Apps like MyFitnessPal have a good system that allows you to enter everything you’ve consumed by searching it up or scanning the barcode of what you’re having.
I’m not a doctor but here’s what worked for me
By Mo Hussain, Contributor
DISCLAIMER: This is not formal nutritional advice at all, this is just an explanation of what worked for me. Make sure to do your due diligence, and consult a physician or trained professional before taking any of these steps
After seven years of trying to lose weight and properly get in shape, I finally managed to make significant progress on my weight loss ambitions last year. From May 23 to December 14, I lost 29lbs. For seven years, I tried to do it myself, but it was ultimately some tips that I learned from hiring a personal trainer that made the difference.
Here are three tips I learned from him that ultimately got me results.
Counting calories can seem very restricting and complicated. You always must keep in mind how many calories you get to have, you must buy a food scale, and it makes going out to eat seem like a big challenge. However, I would make the argument that it helps you learn more about yourself and can help liberate you more than you think.
When you’re tallying up how many calories you consume, you can directly see which foods and drinks have the most impact on your body. Seeing that can help you understand which areas you need to improve in, and reverse-engineer your diet. Counting how much you can eat also affords the luxury of being able to fit in those foods you do like, without losing much progress. It’s just a matter of understanding how much you can consume. If I was going to have a cheat meal, for example, I could find a way to fit that meal within my calories.
Apps like MyFitnessPal have a good system that allows you to enter everything you’ve consumed by searching it up or scanning the barcode of what you’re having. Consult a nutritionist or check out websites online which can give a rough estimate of how many calories you should consume given your goals.
Finding substitutes for foods and drinks you like
While eating your favourite foods in your calorie range is good, it’s not always efficient. I’m not a health expert, but strictly eating junk food every day as long as it fits your macronutrient goals doesn’t seem healthy. However, we all know that cutting out those foods and drinks completely isn’t realistic.

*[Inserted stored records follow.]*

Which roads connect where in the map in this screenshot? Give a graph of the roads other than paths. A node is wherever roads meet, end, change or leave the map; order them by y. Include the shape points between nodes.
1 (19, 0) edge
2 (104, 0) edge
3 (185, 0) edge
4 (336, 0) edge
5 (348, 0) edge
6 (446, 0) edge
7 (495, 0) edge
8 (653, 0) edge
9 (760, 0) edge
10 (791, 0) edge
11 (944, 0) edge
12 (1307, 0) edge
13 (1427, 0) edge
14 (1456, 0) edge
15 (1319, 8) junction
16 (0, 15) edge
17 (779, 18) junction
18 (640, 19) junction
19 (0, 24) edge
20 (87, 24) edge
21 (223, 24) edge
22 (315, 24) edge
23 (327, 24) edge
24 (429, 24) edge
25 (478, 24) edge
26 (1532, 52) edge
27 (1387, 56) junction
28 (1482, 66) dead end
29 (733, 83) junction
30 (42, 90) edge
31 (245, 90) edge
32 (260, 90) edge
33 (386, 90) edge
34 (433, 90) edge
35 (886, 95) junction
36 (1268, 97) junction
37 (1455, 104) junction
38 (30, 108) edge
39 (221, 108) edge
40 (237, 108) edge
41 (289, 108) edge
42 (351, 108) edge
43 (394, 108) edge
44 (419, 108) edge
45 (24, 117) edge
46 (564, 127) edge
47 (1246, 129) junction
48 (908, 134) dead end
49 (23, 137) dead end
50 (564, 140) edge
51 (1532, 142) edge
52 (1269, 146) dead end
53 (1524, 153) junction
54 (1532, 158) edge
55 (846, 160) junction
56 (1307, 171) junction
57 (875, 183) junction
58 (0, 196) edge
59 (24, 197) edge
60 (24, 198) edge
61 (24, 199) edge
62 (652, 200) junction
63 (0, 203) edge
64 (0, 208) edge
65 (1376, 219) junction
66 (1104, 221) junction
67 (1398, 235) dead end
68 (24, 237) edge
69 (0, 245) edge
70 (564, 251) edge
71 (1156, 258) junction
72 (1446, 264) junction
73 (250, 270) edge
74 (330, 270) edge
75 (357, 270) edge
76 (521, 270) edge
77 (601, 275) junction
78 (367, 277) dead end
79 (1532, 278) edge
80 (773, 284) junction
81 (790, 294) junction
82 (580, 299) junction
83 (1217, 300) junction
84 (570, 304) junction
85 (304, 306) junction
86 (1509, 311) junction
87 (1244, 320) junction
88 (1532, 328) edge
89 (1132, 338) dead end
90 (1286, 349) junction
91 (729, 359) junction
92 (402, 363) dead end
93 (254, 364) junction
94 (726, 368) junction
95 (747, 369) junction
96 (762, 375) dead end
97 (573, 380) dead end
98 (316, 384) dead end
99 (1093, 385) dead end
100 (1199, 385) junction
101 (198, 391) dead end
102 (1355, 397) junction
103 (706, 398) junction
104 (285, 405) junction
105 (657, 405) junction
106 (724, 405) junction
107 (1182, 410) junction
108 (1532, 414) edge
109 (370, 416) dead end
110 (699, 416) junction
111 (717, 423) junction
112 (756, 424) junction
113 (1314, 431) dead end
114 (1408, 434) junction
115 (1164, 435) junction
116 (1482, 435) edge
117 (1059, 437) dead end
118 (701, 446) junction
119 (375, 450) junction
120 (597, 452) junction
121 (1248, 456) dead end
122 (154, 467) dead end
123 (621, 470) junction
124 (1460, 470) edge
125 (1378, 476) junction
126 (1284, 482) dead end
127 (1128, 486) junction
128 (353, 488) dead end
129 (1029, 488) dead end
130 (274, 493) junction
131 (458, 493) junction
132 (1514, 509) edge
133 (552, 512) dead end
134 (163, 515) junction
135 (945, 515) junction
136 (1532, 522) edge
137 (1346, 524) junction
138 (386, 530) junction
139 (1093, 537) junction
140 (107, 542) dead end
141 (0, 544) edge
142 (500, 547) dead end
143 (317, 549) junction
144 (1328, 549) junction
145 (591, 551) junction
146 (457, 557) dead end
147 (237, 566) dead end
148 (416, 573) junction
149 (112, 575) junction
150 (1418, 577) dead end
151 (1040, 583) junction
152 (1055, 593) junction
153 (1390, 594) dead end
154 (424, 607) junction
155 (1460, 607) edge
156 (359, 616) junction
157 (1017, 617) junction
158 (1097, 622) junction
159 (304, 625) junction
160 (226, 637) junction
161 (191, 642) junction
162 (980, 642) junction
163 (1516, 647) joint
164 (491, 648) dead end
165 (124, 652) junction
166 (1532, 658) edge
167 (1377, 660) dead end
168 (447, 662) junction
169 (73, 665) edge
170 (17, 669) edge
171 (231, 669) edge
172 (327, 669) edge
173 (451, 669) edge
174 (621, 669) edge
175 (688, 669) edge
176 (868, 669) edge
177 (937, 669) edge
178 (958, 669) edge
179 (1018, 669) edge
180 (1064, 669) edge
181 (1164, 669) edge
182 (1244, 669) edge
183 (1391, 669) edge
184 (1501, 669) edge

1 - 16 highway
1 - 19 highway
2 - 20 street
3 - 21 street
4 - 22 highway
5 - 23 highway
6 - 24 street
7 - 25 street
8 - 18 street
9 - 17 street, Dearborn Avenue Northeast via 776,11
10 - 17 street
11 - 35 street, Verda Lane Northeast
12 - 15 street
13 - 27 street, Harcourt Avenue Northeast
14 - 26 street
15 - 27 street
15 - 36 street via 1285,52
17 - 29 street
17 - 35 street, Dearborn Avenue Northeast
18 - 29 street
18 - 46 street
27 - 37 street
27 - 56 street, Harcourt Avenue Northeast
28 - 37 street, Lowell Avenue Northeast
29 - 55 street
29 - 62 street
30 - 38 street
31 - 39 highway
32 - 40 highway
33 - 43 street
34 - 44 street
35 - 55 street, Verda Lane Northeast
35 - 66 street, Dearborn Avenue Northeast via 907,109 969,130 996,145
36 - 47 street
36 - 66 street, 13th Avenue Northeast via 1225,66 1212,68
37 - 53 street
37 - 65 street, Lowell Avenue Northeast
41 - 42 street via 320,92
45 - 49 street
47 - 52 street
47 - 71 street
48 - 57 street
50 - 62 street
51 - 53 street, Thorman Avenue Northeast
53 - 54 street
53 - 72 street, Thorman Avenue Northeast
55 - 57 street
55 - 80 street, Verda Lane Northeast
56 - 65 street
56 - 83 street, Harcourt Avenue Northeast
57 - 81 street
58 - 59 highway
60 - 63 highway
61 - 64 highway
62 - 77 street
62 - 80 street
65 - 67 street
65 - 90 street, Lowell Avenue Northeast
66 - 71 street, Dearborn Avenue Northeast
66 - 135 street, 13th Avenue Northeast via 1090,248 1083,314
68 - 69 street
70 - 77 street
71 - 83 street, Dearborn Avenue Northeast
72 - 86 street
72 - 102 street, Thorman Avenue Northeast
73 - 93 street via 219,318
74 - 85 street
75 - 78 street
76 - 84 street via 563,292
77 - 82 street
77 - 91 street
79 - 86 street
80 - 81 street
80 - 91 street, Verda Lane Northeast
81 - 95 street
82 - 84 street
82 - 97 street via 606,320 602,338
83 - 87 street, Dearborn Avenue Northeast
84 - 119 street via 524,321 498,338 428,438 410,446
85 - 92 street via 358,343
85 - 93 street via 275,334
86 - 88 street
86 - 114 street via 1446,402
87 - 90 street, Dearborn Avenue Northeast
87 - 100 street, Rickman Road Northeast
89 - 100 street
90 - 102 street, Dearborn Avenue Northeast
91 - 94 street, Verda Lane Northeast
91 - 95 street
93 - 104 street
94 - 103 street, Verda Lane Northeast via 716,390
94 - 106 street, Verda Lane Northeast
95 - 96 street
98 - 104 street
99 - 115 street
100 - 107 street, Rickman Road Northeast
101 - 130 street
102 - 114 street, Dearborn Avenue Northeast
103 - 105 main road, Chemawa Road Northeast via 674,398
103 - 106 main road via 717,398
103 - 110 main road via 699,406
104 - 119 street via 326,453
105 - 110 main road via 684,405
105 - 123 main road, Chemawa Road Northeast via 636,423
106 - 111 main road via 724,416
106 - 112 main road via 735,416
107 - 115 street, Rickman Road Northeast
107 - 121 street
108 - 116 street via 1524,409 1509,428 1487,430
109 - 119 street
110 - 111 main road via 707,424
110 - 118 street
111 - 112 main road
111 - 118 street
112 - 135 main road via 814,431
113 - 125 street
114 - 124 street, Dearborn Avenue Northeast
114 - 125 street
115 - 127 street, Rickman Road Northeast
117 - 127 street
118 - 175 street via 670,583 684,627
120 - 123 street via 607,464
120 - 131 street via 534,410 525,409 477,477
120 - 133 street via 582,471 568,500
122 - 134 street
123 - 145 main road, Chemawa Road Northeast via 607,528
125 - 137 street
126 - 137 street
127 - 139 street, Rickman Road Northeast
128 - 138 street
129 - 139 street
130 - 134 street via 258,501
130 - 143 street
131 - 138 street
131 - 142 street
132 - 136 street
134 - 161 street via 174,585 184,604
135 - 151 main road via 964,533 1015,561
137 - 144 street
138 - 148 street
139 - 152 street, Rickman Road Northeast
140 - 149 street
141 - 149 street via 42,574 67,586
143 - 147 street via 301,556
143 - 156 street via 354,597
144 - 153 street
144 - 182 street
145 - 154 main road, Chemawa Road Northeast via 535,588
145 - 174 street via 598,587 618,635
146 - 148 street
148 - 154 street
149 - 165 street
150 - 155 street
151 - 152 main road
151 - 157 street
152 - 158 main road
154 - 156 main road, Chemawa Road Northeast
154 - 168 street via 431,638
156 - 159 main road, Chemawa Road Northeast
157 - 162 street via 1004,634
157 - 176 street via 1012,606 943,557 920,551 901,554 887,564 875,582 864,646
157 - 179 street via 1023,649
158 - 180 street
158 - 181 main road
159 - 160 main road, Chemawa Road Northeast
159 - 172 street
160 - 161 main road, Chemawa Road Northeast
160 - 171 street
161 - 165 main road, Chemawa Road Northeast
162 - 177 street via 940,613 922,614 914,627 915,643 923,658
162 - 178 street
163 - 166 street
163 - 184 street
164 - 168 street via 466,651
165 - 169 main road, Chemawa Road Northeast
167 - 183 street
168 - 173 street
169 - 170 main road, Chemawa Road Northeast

What did the trick for me was shopping around for healthier alternatives to the foods and drinks I liked. For example, my problem before losing weight was the amount of soda and juice I liked drinking. No matter what was for breakfast, lunch, or dinner, I always needed a soda or juice by my side. When I got on my recent journey, I knew cutting off the soda wasn’t an option, so I went shopping for an alternative. That alternative for me became, and still is flavoured sparkling water. Most sparkling water has zero calories and gives the soda fix that I need. I tried a couple of different ones until I found which one I liked, and I haven’t looked back since.
Don’t get me wrong, it’s not perfect but it’s still better than consuming an unhealthier version.
I’m also someone that likes dessert, so I also went out and found 90 calorie frozen yogurt/ice cream bars at the Superstore that has less sugar. So, make a list of all the foods you like having and look up online and in-store what alternatives you can grab so you can enjoy yourself but keep your progress going.
Remember this is a long game, so treat it that way
One of the most important realizations I came to was that I’m not going to be perfect, but I’m going to make my perfect days outnumber my non-perfect days. Are there days where you’re going to miss workouts? Yeah. Are there days where you’re going to go crazy and double the number of calories you should eat? Yes. Is it the end of the world when these things happen? Heck No.
I can’t even count how many screw-ups I had in both of those categories, but what kept me in the game was persistence. It’s all about making sure the right decisions outnumber the bad ones. If it’s a special occasion and you’re out with friends, enjoy yourself. If you’re sick and can’t work out, don’t work out. Just make sure you are ultimately eating healthy on most regular days and working out when you’re feeling healthy. If fitness is causing the same amount of stress as the amount of stress you had when you were unhealthy, chill out for a bit and re-assess what you want to do.
It’s important to stay healthy, but it’s even more important to stay sane.